“But in those days, after that suffering, the sun will be darkened, and the moon will not give its light, and the stars will be falling from heaven, and the powers in the heavens will be shaken. Then they will see ‘the Son of Man coming in clouds’ with great power and glory. Then he will send out the angels, and gather his elect from the four winds, from the ends of the earth to the ends of heaven…keep awake–for you do not know when the master of the house will come, in the evening, or at midnight, or at cockcrow, or at dawn,or else he may find you asleep when he comes suddenly. And what I say to you I say to all: Keep awake.“
Mark 13:24-27, 35-37
Today is the first day of Advent, the magical money days of the American church. We shall witness over the next few days men, women, and children dare to live a life of cheer, glee, or even humility. Forgetting the previous days of the year, we move forward in to the season of Christmas.
Our culture dictates to us that we are only worth what we can produce, consume, or commodify. We must as productive members of society never reduce or cease our consumption. Friday a man was killed as he tried to open the doors to ravenous folks seeking a deal. This guy died so others could consume more at a better value. Shame on all involved. This guy will never see another day on this earth. It was heard that people were pissed because the store was closing early to deal with the horrible situation of this mans death. What is happening to us?
Have we fallen asleep?
Mere and I saw the movie “Australia” this past weekend. It has this beautiful reoccurring stream of story. Ones story matters. It matters due to the ability of story to connect people, places, cultures, and nations. We all have a story. We all must tell our story. Story matters.
As a Christian I would hold on to this sentiment with great vigor. Story matters. Absent of story Jesus the Christ holds little water [according to theologian Paul Tillich story points to Jesus the Christ and validates and reveals Jesus as the Christ]. It is the story of Jesus as the swaddling Christ that we anticipate in this season. Advent is the story of transformation, hope, awakened in the collective history of generations past. Here in today’s pericope we see a call to alertness.
I bet this is more of an empathetic response than it is to a steadfast alertness.
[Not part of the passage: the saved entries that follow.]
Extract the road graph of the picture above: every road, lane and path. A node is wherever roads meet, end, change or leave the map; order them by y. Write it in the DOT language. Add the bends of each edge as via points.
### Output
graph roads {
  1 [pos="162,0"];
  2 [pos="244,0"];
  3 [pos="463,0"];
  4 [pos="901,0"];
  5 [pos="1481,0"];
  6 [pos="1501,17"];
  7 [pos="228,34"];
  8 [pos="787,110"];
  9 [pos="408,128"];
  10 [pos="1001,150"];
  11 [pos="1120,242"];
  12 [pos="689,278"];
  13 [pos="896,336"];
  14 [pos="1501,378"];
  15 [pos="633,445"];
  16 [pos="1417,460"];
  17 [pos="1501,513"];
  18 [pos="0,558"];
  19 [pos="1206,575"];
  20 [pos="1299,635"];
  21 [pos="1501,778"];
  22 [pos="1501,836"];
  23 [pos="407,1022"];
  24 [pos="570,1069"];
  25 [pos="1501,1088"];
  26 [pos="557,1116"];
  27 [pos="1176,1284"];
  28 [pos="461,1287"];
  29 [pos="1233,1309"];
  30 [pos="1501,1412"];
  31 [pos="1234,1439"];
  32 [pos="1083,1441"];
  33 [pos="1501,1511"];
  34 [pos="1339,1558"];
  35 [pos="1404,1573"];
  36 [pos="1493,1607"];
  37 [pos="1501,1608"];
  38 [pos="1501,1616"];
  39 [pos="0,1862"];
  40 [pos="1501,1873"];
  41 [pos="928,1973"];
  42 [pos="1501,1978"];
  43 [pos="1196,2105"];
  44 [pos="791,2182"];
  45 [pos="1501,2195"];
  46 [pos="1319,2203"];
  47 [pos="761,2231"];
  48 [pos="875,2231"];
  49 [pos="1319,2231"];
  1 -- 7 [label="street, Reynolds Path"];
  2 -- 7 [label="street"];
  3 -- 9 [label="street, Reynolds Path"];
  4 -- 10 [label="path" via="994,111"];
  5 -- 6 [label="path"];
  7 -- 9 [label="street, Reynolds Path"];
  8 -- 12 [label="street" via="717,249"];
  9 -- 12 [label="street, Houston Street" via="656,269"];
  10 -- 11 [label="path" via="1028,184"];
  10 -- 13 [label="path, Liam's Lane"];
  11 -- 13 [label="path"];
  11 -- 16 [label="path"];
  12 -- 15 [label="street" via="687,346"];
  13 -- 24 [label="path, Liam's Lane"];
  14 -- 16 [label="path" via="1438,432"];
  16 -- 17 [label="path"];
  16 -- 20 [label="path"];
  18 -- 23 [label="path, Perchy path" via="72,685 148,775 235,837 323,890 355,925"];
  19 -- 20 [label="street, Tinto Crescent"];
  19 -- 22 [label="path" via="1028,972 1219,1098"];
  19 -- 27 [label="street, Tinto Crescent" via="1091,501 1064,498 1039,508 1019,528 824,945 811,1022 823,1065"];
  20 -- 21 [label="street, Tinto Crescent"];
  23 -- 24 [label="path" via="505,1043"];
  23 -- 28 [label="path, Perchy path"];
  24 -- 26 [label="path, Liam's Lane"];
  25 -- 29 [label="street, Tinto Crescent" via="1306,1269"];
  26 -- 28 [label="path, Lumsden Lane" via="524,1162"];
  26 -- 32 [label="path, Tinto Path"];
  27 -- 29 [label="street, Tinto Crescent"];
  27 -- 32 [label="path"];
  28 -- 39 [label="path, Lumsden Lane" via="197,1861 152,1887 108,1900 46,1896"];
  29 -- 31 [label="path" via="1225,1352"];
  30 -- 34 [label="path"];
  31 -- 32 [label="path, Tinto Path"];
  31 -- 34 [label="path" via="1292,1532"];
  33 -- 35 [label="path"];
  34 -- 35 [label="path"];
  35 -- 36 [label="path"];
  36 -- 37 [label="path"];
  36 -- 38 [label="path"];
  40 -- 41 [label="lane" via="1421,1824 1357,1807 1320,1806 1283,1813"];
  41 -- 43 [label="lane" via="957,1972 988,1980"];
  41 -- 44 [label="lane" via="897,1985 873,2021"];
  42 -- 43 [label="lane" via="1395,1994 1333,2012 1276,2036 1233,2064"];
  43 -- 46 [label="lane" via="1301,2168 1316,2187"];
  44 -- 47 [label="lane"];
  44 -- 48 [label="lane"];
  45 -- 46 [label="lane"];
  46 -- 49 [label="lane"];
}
The kind of alertness ones has while standing guard in the military. I see this alertness as more of a deep intimate connection to the other that opens our heart, mind, and soul to the needs of the other.
In this there is a call to end individualism and move towards the collective social interaction of care and love of neighbor that radically challenges the consumer culture surrounding the Advent season in our day.
While weeping and gnashing of teeth is hell to some. To me, hell is the absence of transforming relationships that allow me to slumber in space absent of a real connection to the other.
Insomnia is what Levinas calls this. I call it Christmas spirit. It is this spirit that clouds the hearts and minds of good people into running down a man to get a good bargain. It is this good spirited Christmas jot that allows consumption to reign over transformation and intimacy.
How about something new this year? Let us buy and consume less and serve more. Can we not love and support each other with the little we do have. How important is that latest gimmick or doohickey?
These things lull us away to sleep unaware that the bridegroom is coming. There things desensitize us to the good shepherd in prison, ho is hungry, naked, and wanting. Our needs exceed his. Our lives are more important then his. We have forgot to share our story. Perhaps we have forgotten what our story is. Are we awake? If we have forgotten our story the carnival is over.